In your copy, include no images and return each entry exactly as written.

[Collected data entries]
---+---

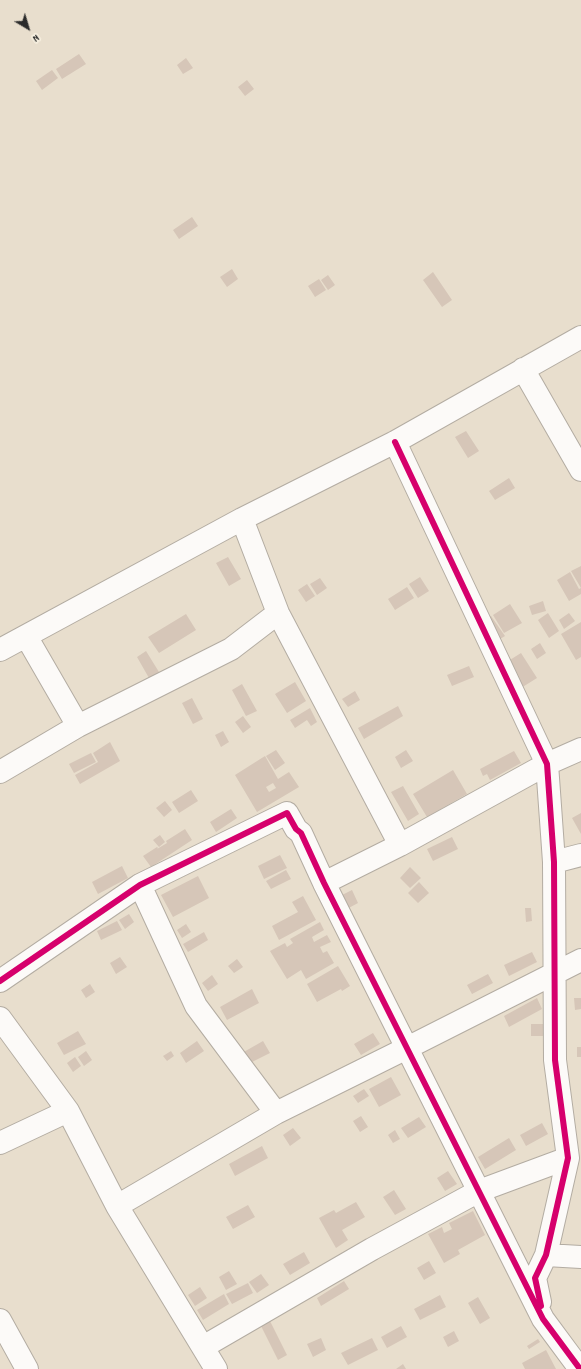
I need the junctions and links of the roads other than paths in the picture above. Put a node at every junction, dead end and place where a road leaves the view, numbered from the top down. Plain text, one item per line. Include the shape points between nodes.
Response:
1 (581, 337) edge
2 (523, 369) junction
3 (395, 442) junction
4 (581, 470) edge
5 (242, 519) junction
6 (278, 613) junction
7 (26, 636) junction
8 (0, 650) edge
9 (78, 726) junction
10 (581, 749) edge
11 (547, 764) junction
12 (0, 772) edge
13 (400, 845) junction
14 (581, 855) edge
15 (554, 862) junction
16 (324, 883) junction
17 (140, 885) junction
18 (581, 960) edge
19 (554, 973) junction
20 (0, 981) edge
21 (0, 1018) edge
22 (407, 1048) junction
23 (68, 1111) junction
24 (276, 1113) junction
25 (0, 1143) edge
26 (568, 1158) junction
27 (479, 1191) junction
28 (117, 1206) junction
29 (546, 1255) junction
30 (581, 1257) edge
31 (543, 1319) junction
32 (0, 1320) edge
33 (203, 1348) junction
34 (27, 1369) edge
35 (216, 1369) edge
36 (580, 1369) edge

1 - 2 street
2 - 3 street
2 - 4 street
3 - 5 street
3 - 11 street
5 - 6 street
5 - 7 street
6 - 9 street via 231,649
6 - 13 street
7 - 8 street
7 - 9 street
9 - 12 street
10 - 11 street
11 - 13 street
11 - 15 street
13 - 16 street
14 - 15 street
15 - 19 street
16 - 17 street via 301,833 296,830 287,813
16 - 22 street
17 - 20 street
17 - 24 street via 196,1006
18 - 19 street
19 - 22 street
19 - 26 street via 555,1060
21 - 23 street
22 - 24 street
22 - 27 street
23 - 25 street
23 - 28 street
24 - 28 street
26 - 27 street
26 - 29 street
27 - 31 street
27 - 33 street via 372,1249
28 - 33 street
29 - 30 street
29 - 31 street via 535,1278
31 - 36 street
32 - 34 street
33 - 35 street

---+---

Your solution:
I need the junctions and links of the roads other than paths in the picture above. Put a node at every junction, dead end and place where a road leaves the view, numbered from the top down. Plain text, one item per line. Include the shape points between nodes.
Response:
1 (581, 337) edge
2 (523, 369) junction
3 (395, 442) junction
4 (581, 470) edge
5 (242, 519) junction
6 (278, 613) junction
7 (26, 636) junction
8 (0, 650) edge
9 (78, 726) junction
10 (581, 749) edge
11 (547, 764) junction
12 (0, 772) edge
13 (400, 845) junction
14 (581, 855) edge
15 (554, 862) junction
16 (324, 883) junction
17 (140, 885) junction
18 (581, 960) edge
19 (554, 973) junction
20 (0, 981) edge
21 (0, 1018) edge
22 (407, 1048) junction
23 (68, 1111) junction
24 (276, 1113) junction
25 (0, 1143) edge
26 (568, 1158) junction
27 (479, 1191) junction
28 (117, 1206) junction
29 (546, 1255) junction
30 (581, 1257) edge
31 (543, 1319) junction
32 (0, 1320) edge
33 (203, 1348) junction
34 (27, 1369) edge
35 (216, 1369) edge
36 (580, 1369) edge

1 - 2 street
2 - 3 street
2 - 4 street
3 - 5 street
3 - 11 street
5 - 6 street
5 - 7 street
6 - 9 street via 231,649
6 - 13 street
7 - 8 street
7 - 9 street
9 - 12 street
10 - 11 street
11 - 13 street
11 - 15 street
13 - 16 street
14 - 15 street
15 - 19 street
16 - 17 street via 301,833 296,830 287,813
16 - 22 street
17 - 20 street
17 - 24 street via 196,1006
18 - 19 street
19 - 22 street
19 - 26 street via 555,1060
21 - 23 street
22 - 24 street
22 - 27 street
23 - 25 street
23 - 28 street
24 - 28 street
26 - 27 street
26 - 29 street
27 - 31 street
27 - 33 street via 372,1249
28 - 33 street
29 - 30 street
29 - 31 street via 535,1278
31 - 36 street
32 - 34 street
33 - 35 street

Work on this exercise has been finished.